• **Data records**

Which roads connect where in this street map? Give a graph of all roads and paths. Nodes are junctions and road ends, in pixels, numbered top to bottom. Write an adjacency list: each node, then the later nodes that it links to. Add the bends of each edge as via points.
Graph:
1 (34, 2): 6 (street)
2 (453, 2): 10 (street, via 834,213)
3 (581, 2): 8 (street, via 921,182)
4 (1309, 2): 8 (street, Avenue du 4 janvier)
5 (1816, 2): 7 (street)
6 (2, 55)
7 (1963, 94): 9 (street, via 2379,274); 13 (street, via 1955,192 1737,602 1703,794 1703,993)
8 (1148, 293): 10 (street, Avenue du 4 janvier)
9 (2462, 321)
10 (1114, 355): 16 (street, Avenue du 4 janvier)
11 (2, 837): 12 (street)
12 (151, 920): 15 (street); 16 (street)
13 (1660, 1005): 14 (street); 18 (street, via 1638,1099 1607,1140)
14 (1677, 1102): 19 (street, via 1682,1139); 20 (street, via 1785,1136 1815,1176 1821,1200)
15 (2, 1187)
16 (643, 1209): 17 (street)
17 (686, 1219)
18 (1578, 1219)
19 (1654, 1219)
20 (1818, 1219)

• **Directions for this task**
Every line of the listing must be written out again exactly.

• **Solution to the exercise**
Which roads connect where in this street map? Give a graph of all roads and paths. Nodes are junctions and road ends, in pixels, numbered top to bottom. Write an adjacency list: each node, then the later nodes that it links to. Add the bends of each edge as via points.
Graph:
1 (34, 2): 6 (street)
2 (453, 2): 10 (street, via 834,213)
3 (581, 2): 8 (street, via 921,182)
4 (1309, 2): 8 (street, Avenue du 4 janvier)
5 (1816, 2): 7 (street)
6 (2, 55)
7 (1963, 94): 9 (street, via 2379,274); 13 (street, via 1955,192 1737,602 1703,794 1703,993)
8 (1148, 293): 10 (street, Avenue du 4 janvier)
9 (2462, 321)
10 (1114, 355): 16 (street, Avenue du 4 janvier)
11 (2, 837): 12 (street)
12 (151, 920): 15 (street); 16 (street)
13 (1660, 1005): 14 (street); 18 (street, via 1638,1099 1607,1140)
14 (1677, 1102): 19 (street, via 1682,1139); 20 (street, via 1785,1136 1815,1176 1821,1200)
15 (2, 1187)
16 (643, 1209): 17 (street)
17 (686, 1219)
18 (1578, 1219)
19 (1654, 1219)
20 (1818, 1219)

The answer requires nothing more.